Serbian war criminals are little different from the
Nazis who preceded them.
So
it was perplexing to find on the day that Vasiljevic
went down for his score of years that elsewhere another
war criminal was being brought in to the heart of
the political establishment with the presidential
words Mr. Secretary, thank you for returning
to the service of your nation' ringing in his ears.
And this time the criminal concerned was not a mere
foot soldier in the death squads but a senior official
who set the strategic context in which perhaps hundreds
of thousands were murdered, a man more akin to Goering
than Vasiljevic. His war criminal writ ran from Vietnam
through Bangladesh, Cambodia, East Timor, Chile and
Argentina. The irony was not lost on John Nichols
writing in the Nation:
If
President Bush had set out to undermine the credibility
of the commission charged with probing the intelligence
and security flaws that allowed the September 11,
2001, terrorist attacks to succeed, he would have
begun by naming as the chair someone with a track
record of secrecy, double-dealing and bartering
himself off to the highest bidder. And so the president,
who has resisted the investigation for more than
a year, did just that.

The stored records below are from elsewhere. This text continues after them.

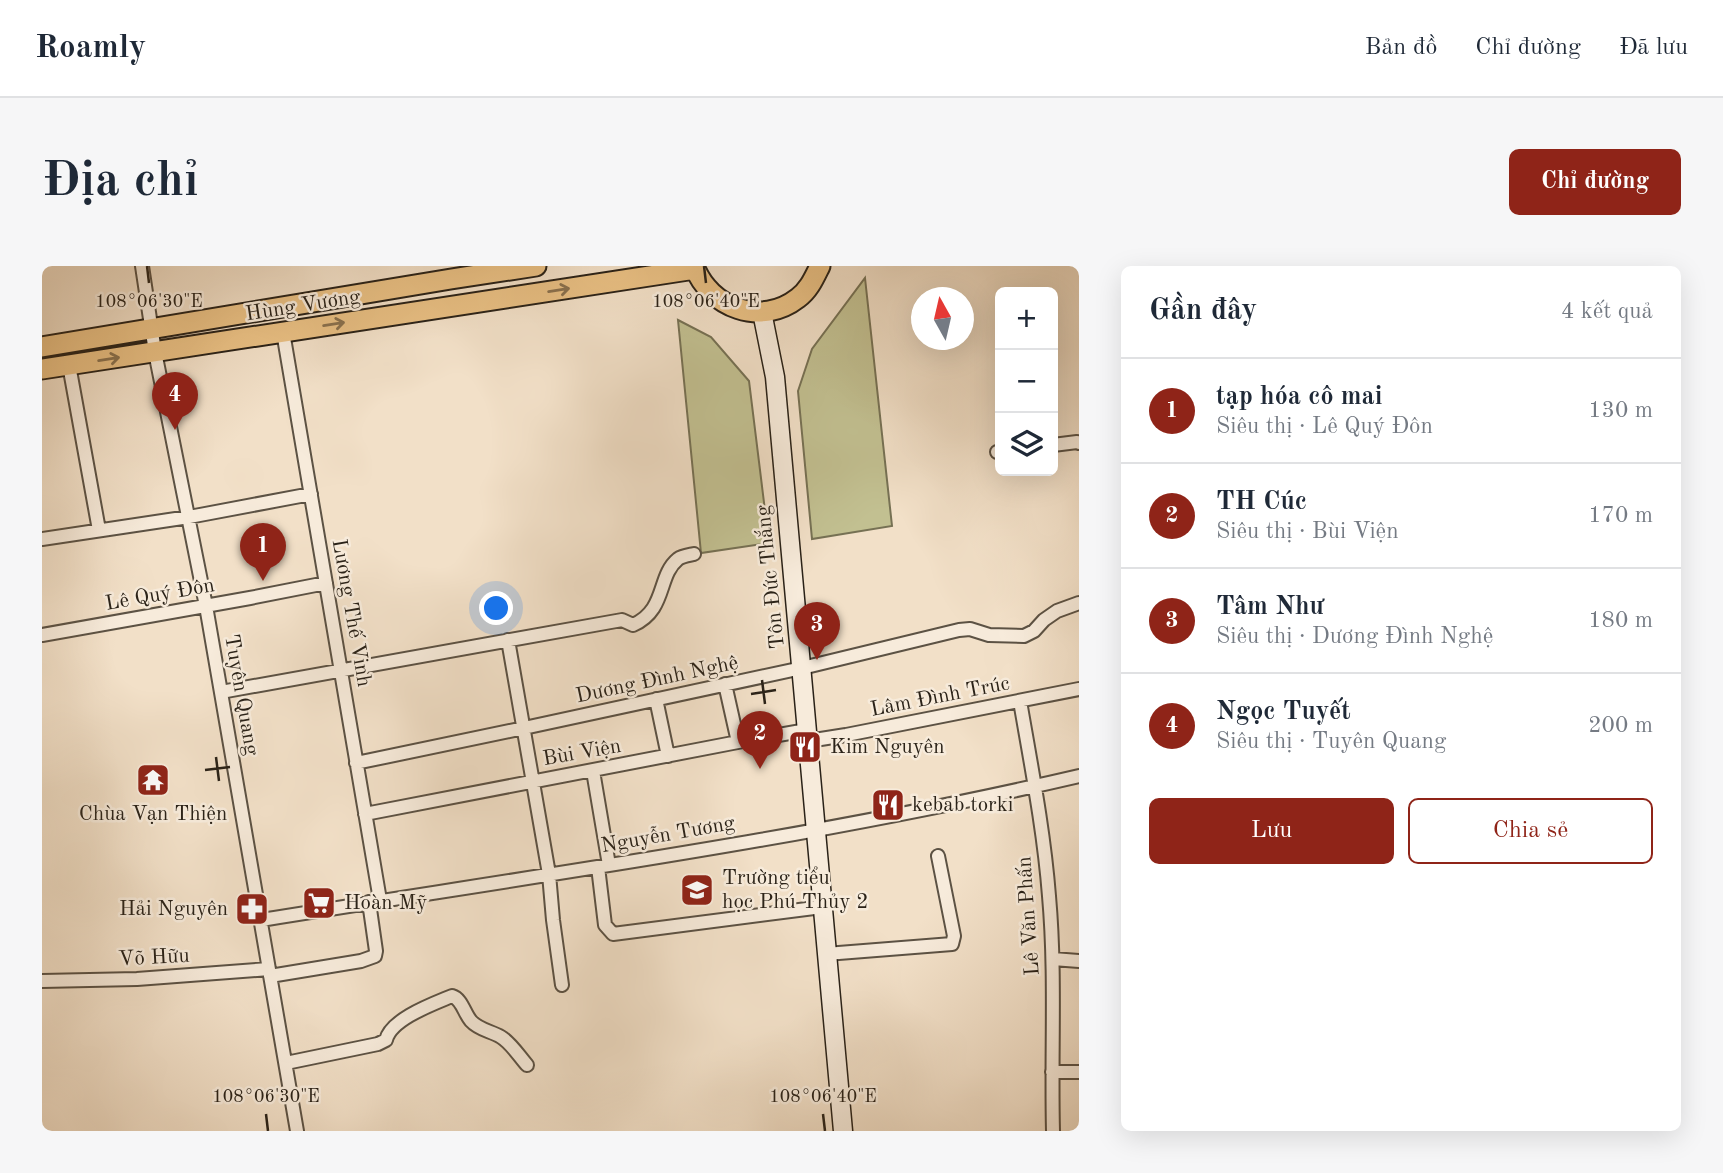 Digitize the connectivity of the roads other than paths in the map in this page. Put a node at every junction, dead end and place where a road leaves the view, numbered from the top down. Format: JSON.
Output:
{"nodes":[{"id":1,"x":142,"y":266,"type":"edge"},
{"id":2,"x":536,"y":266,"type":"edge"},
{"id":3,"x":820,"y":266,"type":"edge"},
{"id":4,"x":695,"y":268,"type":"edge"},
{"id":5,"x":450,"y":272,"type":"edge"},
{"id":6,"x":762,"y":312,"type":"junction"},
{"id":7,"x":152,"y":329,"type":"junction"},
{"id":8,"x":283,"y":332,"type":"junction"},
{"id":9,"x":42,"y":346,"type":"edge"},
{"id":10,"x":155,"y":352,"type":"junction"},
{"id":11,"x":69,"y":365,"type":"junction"},
{"id":12,"x":42,"y":369,"type":"edge"},
{"id":13,"x":1079,"y":443,"type":"edge"},
{"id":14,"x":1058,"y":444,"type":"edge"},
{"id":15,"x":311,"y":494,"type":"junction"},
{"id":16,"x":189,"y":517,"type":"junction"},
{"id":17,"x":99,"y":530,"type":"junction"},
{"id":18,"x":42,"y":539,"type":"edge"},
{"id":19,"x":694,"y":554,"type":"dead end"},
{"id":20,"x":326,"y":583,"type":"junction"},
{"id":21,"x":1079,"y":603,"type":"edge"},
{"id":22,"x":206,"y":606,"type":"junction"},
{"id":23,"x":42,"y":635,"type":"edge"},
{"id":24,"x":508,"y":640,"type":"junction"},
{"id":25,"x":802,"y":668,"type":"junction"},
{"id":26,"x":341,"y":670,"type":"junction"},
{"id":27,"x":725,"y":684,"type":"junction"},
{"id":28,"x":1079,"y":689,"type":"edge"},
{"id":29,"x":221,"y":692,"type":"junction"},
{"id":30,"x":656,"y":699,"type":"junction"},
{"id":31,"x":1020,"y":701,"type":"junction"},
{"id":32,"x":524,"y":728,"type":"junction"},
{"id":33,"x":807,"y":736,"type":"junction"},
{"id":34,"x":738,"y":742,"type":"junction"},
{"id":35,"x":668,"y":756,"type":"junction"},
{"id":36,"x":356,"y":763,"type":"junction"},
{"id":37,"x":593,"y":771,"type":"junction"},
{"id":38,"x":1079,"y":776,"type":"edge"},
{"id":39,"x":533,"y":781,"type":"junction"},
{"id":40,"x":1035,"y":786,"type":"junction"},
{"id":41,"x":365,"y":814,"type":"junction"},
{"id":42,"x":815,"y":829,"type":"junction"},
{"id":43,"x":938,"y":856,"type":"dead end"},
{"id":44,"x":603,"y":866,"type":"junction"},
{"id":45,"x":549,"y":874,"type":"junction"},
{"id":46,"x":374,"y":901,"type":"junction"},
{"id":47,"x":822,"y":907,"type":"junction"},
{"id":48,"x":261,"y":920,"type":"junction"},
{"id":49,"x":826,"y":954,"type":"junction"},
{"id":50,"x":1053,"y":959,"type":"junction"},
{"id":51,"x":1079,"y":961,"type":"edge"},
{"id":52,"x":269,"y":972,"type":"junction"},
{"id":53,"x":42,"y":981,"type":"edge"},
{"id":54,"x":562,"y":985,"type":"dead end"},
{"id":55,"x":285,"y":1063,"type":"junction"},
{"id":56,"x":527,"y":1065,"type":"dead end"},
{"id":57,"x":1052,"y":1072,"type":"junction"},
{"id":58,"x":1079,"y":1072,"type":"edge"},
{"id":59,"x":297,"y":1131,"type":"edge"},
{"id":60,"x":844,"y":1131,"type":"edge"},
{"id":61,"x":1053,"y":1131,"type":"edge"}],
"edges":[{"from":1,"to":7,"type":"street","name":"Tuyên Quang"},
{"from":2,"to":5,"type":"main road","name":"Hùng Vương"},
{"from":3,"to":6,"type":"main road"},
{"from":4,"to":6,"type":"main road"},
{"from":8,"to":4,"type":"main road","name":"Hùng Vương","one_way":true},
{"from":5,"to":7,"type":"main road","name":"Hùng Vương"},
{"from":6,"to":25,"type":"street","name":"Tôn Đức Thắng"},
{"from":7,"to":9,"type":"main road","name":"Hùng Vương"},
{"from":7,"to":10,"type":"street","name":"Tuyên Quang"},
{"from":8,"to":10,"type":"main road","name":"Hùng Vương"},
{"from":8,"to":15,"type":"street","name":"Lương Thế Vinh"},
{"from":11,"to":10,"type":"main road","name":"Hùng Vương","one_way":true},
{"from":10,"to":16,"type":"street","name":"Tuyên Quang"},
{"from":11,"to":12,"type":"main road","name":"Hùng Vương"},
{"from":11,"to":17,"type":"street"},
{"from":13,"to":14,"type":"street"},
{"from":15,"to":16,"type":"street"},
{"from":15,"to":20,"type":"street","name":"Lương Thế Vinh"},
{"from":16,"to":17,"type":"street"},
{"from":16,"to":22,"type":"street","name":"Tuyên Quang"},
{"from":17,"to":18,"type":"street"},
{"from":19,"to":24,"type":"street"},
{"from":20,"to":22,"type":"street","name":"Lê Quý Đôn"},
{"from":20,"to":26,"type":"street","name":"Lương Thế Vinh"},
{"from":21,"to":25,"type":"street","name":"Dương Đình Nghệ"},
{"from":22,"to":23,"type":"street","name":"Lê Quý Đôn"},
{"from":22,"to":29,"type":"street","name":"Tuyên Quang"},
{"from":24,"to":26,"type":"street"},
{"from":24,"to":32,"type":"street"},
{"from":25,"to":27,"type":"street","name":"Dương Đình Nghệ"},
{"from":25,"to":33,"type":"street","name":"Tôn Đức Thắng"},
{"from":26,"to":29,"type":"street"},
{"from":26,"to":36,"type":"street","name":"Lương Thế Vinh"},
{"from":27,"to":30,"type":"street","name":"Dương Đình Nghệ"},
{"from":27,"to":34,"type":"street"},
{"from":28,"to":31,"type":"street","name":"Lâm Đình Trúc"},
{"from":29,"to":48,"type":"street","name":"Tuyên Quang"},
{"from":30,"to":32,"type":"street","name":"Dương Đình Nghệ"},
{"from":30,"to":35,"type":"street"},
{"from":31,"to":33,"type":"street","name":"Lâm Đình Trúc"},
{"from":31,"to":40,"type":"street","name":"Lê Văn Phấn"},
{"from":32,"to":36,"type":"street","name":"Dương Đình Nghệ"},
{"from":32,"to":39,"type":"street"},
{"from":33,"to":34,"type":"street","name":"Bùi Viện"},
{"from":33,"to":42,"type":"street","name":"Tôn Đức Thắng"},
{"from":34,"to":35,"type":"street","name":"Bùi Viện"},
{"from":35,"to":37,"type":"street","name":"Bùi Viện"},
{"from":36,"to":41,"type":"street","name":"Lương Thế Vinh"},
{"from":37,"to":39,"type":"street","name":"Bùi Viện"},
{"from":37,"to":44,"type":"street"},
{"from":38,"to":40,"type":"street","name":"Nguyễn Tương"},
{"from":39,"to":41,"type":"street","name":"Bùi Viện"},
{"from":39,"to":45,"type":"street"},
{"from":40,"to":42,"type":"street","name":"Nguyễn Tương"},
{"from":40,"to":50,"type":"street","name":"Lê Văn Phấn"},
{"from":41,"to":46,"type":"street","name":"Lương Thế Vinh"},
{"from":42,"to":44,"type":"street","name":"Nguyễn Tương"},
{"from":42,"to":47,"type":"street","name":"Tôn Đức Thắng"},
{"from":43,"to":49,"type":"street"},
{"from":44,"to":45,"type":"street","name":"Nguyễn Tương"},
{"from":44,"to":47,"type":"street"},
{"from":45,"to":46,"type":"street","name":"Nguyễn Tương"},
{"from":45,"to":54,"type":"street"},
{"from":46,"to":48,"type":"street","name":"Nguyễn Tương"},
{"from":46,"to":52,"type":"street","name":"Võ Hữu"},
{"from":47,"to":49,"type":"street","name":"Tôn Đức Thắng"},
{"from":48,"to":52,"type":"street","name":"Tuyên Quang"},
{"from":49,"to":60,"type":"street","name":"Tôn Đức Thắng"},
{"from":50,"to":51,"type":"street"},
{"from":50,"to":57,"type":"street","name":"Lê Văn Phấn"},
{"from":52,"to":53,"type":"street","name":"Võ Hữu"},
{"from":52,"to":55,"type":"street","name":"Tuyên Quang"},
{"from":55,"to":56,"type":"street"},
{"from":55,"to":59,"type":"street","name":"Tuyên Quang"},
{"from":57,"to":58,"type":"street"},
{"from":57,"to":61,"type":"street","name":"Lê Văn Phấn"}]} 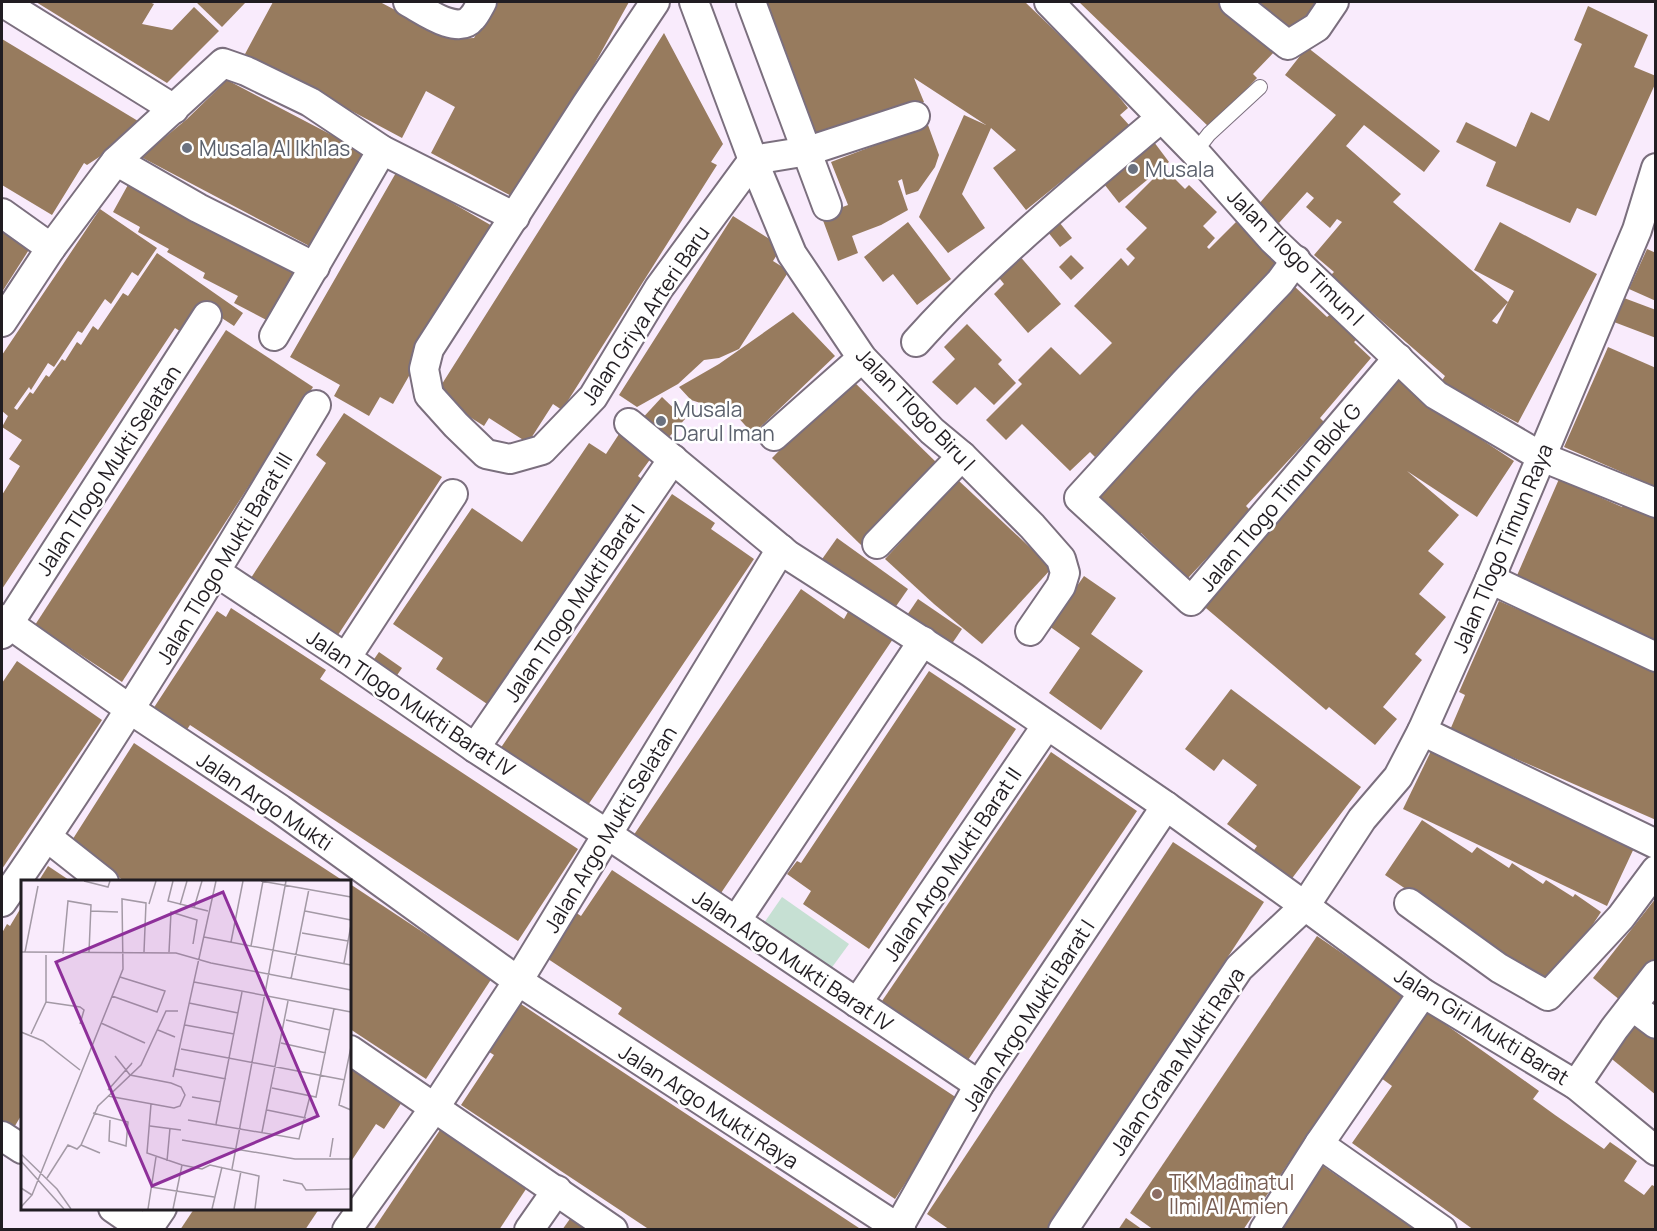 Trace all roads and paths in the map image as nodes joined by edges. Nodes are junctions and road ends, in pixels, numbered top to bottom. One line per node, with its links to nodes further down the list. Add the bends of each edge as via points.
1 (2, 2): 11 (street)
2 (408, 2): 3 (street, via 443,22 465,24)
3 (482, 2)
4 (656, 2): 22 (street, Jalan Griya Arteri Baru)
5 (694, 2): 17 (street, Jalan Tlogo Biru I)
6 (751, 2): 15 (street)
7 (1049, 2): 13 (street, Jalan Tlogo Timun I)
8 (1234, 2): 9 (street, via 1288,45 1317,27)
9 (1334, 2)
10 (1260, 87): 16 (lane)
11 (174, 109): 14 (street, via 223,63 310,102); 18 (street)
12 (915, 116): 15 (street)
13 (1161, 118): 16 (street, Jalan Tlogo Timun I); 30 (street, via 1025,233)
14 (382, 150): 22 (street); 26 (street)
15 (808, 151): 17 (street); 20 (street)
16 (1195, 152): 25 (street, Jalan Tlogo Timun I, via 1272,239)
17 (753, 160): 22 (street, Jalan Griya Arteri Baru, via 659,288 593,397 542,450 510,459 486,454 456,425 429,394 424,369 429,349); 31 (street, Jalan Tlogo Biru I, via 792,254)
18 (116, 161): 24 (street); 26 (street)
19 (1656, 168): 23 (street, Jalan Tlogo Timun Raya)
20 (827, 206)
21 (2, 213): 24 (street)
22 (515, 218)
23 (1646, 235): 37 (street, Jalan Tlogo Timun Raya)
24 (51, 248): 28 (street)
25 (1296, 260): 32 (street, Jalan Tlogo Timun I); 32 (street, Jalan Tlogo Timun Blok G, via 1079,498 1103,522 1191,602)
26 (315, 267): 29 (street)
27 (207, 316): 45 (street, Jalan Tlogo Mukti Selatan)
28 (2, 322)
29 (274, 336)
30 (916, 342)
31 (862, 358): 35 (street); 36 (street, Jalan Tlogo Biru I, via 932,431)
32 (1398, 358): 37 (street, Jalan Tlogo Timun I, via 1436,395)
33 (316, 405): 43 (street, Jalan Tlogo Mukti Barat III)
34 (629, 423): 38 (street, Jalan Giri Mukti Barat)
35 (774, 436)
36 (962, 456): 41 (street); 46 (street, Jalan Tlogo Biru I, via 1061,559 1065,573 1060,586)
37 (1542, 457): 40 (street, Jalan Tlogo Timun I); 44 (street, Jalan Tlogo Timun Raya)
38 (673, 459): 42 (street, Jalan Giri Mukti Barat); 53 (street, Jalan Tlogo Mukti Barat I)
39 (453, 494): 49 (street)
40 (1656, 503)
41 (877, 544)
42 (781, 549): 47 (street, Jalan Giri Mukti Barat); 55 (street, Jalan Argo Mukti Selatan)
43 (216, 572): 49 (street, Jalan Tlogo Mukti Barat IV); 50 (street, Jalan Tlogo Mukti Barat III)
44 (1490, 579): 48 (street); 52 (street, Jalan Tlogo Timun Raya)
45 (4, 626): 50 (street, Jalan Argo Mukti)
46 (1030, 631)
47 (923, 641): 51 (street, Jalan Giri Mukti Barat); 63 (street)
48 (1656, 657)
49 (346, 658): 53 (street, Jalan Tlogo Mukti Barat IV)
50 (131, 710): 56 (street, Jalan Tlogo Mukti Barat III); 65 (street, Jalan Argo Mukti, via 280,809)
51 (1047, 724): 54 (street, Jalan Giri Mukti Barat); 67 (street, Jalan Argo Mukti Barat II)
52 (1422, 731): 57 (street); 62 (street, Jalan Tlogo Timun Raya, via 1398,777 1362,819)
53 (475, 748): 55 (street, Jalan Tlogo Mukti Barat IV)
54 (1166, 806): 62 (street, Jalan Giri Mukti Barat); 71 (street, Jalan Argo Mukti Barat I)
55 (607, 834): 63 (street, Jalan Argo Mukti Barat IV); 65 (street, Jalan Argo Mukti Selatan)
56 (47, 837): 59 (street); 60 (street, Jalan Tlogo Mukti Barat III)
57 (1656, 844)
58 (1656, 870): 61 (street, via 1621,917 1548,996 1498,968)
59 (101, 880)
60 (2, 902)
61 (1409, 903)
62 (1305, 906): 66 (street, Jalan Giri Mukti Barat); 84 (street, Jalan Graha Mukti Raya, via 1239,968)
63 (736, 921): 67 (street, Jalan Argo Mukti Barat IV)
64 (1656, 975): 68 (street)
65 (518, 981): 73 (street, Jalan Argo Mukti Selatan); 79 (street, Jalan Argo Mukti Raya)
66 (1423, 993): 72 (street, Jalan Giri Mukti Barat); 74 (street)
67 (857, 1003): 71 (street, Jalan Argo Mukti Barat IV)
68 (1632, 1005): 69 (street); 72 (street)
69 (1656, 1024)
70 (351, 1051): 73 (street)
71 (979, 1085): 79 (street, Jalan Argo Mukti Barat I)
72 (1576, 1085): 75 (street, Jalan Giri Mukti Barat)
73 (435, 1107): 76 (street); 81 (street)
74 (1318, 1144): 85 (street); 86 (street)
75 (1656, 1151)
76 (557, 1190): 82 (street); 83 (street)
77 (115, 1210): 80 (street)
78 (161, 1210): 80 (street)
79 (899, 1229)
80 (146, 1230)
81 (347, 1230)
82 (529, 1230)
83 (613, 1230)
84 (1063, 1230)
85 (1264, 1230)
86 (1442, 1230)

With the selection of former
Secretary of State Henry Kissinger to head the 10-member
commission, Bush has signalled that he is more interested
in covering for the intelligence establishment -
and the administration's allies in corrupt oil-producing
nations such as Saudi Arabia - than in getting to
the truth.
And
as Julian Borger contended in the Guardian:
Those
Europeans who were aware that the old cold warrior
was still alive could be forgiven for assuming he
was in a cell somewhere awaiting war crimes charges,
or living the life of a fugitive, never sleeping
in the same bed twice lest human rights investigators
track him down.
Even
establishment notables such as National Security Archive
founder Scott Anderson, a former staff member of the Senate
Watergate Committee protested, the minute you
start talking about clerics in Saudi Arabia, it's
in no way in the interests of his clients for the
whole truth to be told.
Conor
OClery writing in the Irish Times described
the appointment as almost a two-fingered response
by the Republican Party to Christopher Hitchens's
book The Trial of Henry Kissinger. OClery
reported Hitchens as being furious. In the view of
the author who has also launched polemical broadsides
against Mother Teresa and Bill Clinton:
Everyone
knows the Bush administration does not want a full
and objective inquiry and appointing Henry Kissinger
a proven cover-up artist, a discredited historian,
a busted liar and a man who is wanted in many jurisdictions
for the vilest of offences ... is the next best
thing to not having such an inquiry.
Kissinger
and his commission - on which George Mitchell shall
also serve without any insistence by him on Kissinger
abiding by the same Mitchell Principles he imposed on
the Irish - is ostensibly tasked with investigating
any financial link between the Saudi royal family
and those who blasted the World Trade Centre last
year. Money from the wife of the Saudi ambassador
to Washington is suspected of having made its way
to al Qaida. But the ambassador, Prince Bandar bin
Sultan, is a friend of Kissinger. And given the Americans
track record for covering up for the vilest human
rights abusers what are the prospects for him breaking
with a well established tradition on this occasion?
During
the summer Saudi Arabia was described by the Rand
Corporation in a briefing to the Pentagon, as active
at every level of the terror chain, from planners
to financiers, from cadre to foot-soldier, from ideologist
to cheer-leader. But that will hardly matter.
As it stands the Saudi government is a strategic ally
of the US and considered indispensable for any war
on Iraq and essential to long term US hegemonic designs
in the region. And just as an afterthought, its leaders
are close friends of the Bush dynasty.
Of
severe disappointment is the warm reception the American
public have given the Kissinger appointment. Because
they more than anybody else are the target of the
intended deception. The very national mood which swelled
as a result of last years attacks is being exploited
in order to deny the American public insight into
those behind the attacks. For this reason David Corn
in the Nation opined, the public would
be better served and the victims of 9/11 better honoured
by no commission rather than one headed by Kissinger
he should be subpoenaed, not handed the right
to subpoena. He is a target, not an investigator.
Talk
of human rights, humanitarian interventionist wars,
freedom and democracy is all nonsense when judged
against the sort of actions that promote a serial
war criminal such as Henry Kissinger. It will both
undermine human rights activists and further enrage
those already hostile to America and its citizenry.
The cynicism of the move, despite being purposefully
crafted to provide cover for the Saudis, will most
certainly fuel a militant and fundamentalist ideological
conflagration which has American citizens firmly in
its sights.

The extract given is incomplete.